■ Activity ■
How many lines of the listing below contain the word "Circle"? Reply with that number alone.

■ Data provided ■
****************

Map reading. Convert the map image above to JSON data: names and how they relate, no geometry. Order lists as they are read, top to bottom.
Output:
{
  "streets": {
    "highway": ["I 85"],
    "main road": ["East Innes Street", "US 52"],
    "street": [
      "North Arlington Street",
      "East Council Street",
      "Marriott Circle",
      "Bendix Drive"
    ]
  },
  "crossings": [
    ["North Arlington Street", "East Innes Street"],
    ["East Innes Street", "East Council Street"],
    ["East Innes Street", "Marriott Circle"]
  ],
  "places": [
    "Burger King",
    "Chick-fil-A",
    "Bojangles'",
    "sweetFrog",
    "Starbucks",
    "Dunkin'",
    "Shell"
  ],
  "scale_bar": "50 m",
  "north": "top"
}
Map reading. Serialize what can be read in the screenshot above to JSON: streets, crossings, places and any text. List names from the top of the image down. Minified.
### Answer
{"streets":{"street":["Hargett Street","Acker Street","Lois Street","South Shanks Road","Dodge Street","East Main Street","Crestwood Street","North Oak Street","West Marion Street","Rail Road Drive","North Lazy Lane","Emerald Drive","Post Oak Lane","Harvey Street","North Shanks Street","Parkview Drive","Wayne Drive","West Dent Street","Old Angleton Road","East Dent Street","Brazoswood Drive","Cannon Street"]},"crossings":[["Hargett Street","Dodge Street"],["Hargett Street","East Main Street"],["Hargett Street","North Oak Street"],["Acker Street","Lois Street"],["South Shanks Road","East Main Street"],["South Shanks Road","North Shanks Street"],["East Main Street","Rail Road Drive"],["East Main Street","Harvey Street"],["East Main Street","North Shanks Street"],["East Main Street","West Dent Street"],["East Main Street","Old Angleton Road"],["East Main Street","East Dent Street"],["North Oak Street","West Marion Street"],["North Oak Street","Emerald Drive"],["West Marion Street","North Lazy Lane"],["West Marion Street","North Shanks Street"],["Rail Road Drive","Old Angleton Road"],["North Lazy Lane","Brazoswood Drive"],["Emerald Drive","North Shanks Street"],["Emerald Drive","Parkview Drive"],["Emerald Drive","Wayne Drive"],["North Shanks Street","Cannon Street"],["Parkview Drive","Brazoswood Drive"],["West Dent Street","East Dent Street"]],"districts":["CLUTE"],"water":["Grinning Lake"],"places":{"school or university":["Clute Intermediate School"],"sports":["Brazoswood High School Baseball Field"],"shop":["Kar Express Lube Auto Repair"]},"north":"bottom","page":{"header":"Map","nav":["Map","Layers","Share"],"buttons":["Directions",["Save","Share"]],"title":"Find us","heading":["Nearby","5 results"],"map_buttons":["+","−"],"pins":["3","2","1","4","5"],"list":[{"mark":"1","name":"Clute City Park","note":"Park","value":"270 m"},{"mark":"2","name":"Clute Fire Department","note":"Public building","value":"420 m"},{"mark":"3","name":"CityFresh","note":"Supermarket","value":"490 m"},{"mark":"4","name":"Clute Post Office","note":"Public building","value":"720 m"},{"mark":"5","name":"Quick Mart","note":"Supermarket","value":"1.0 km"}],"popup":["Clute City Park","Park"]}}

****************

■ The answer ■
2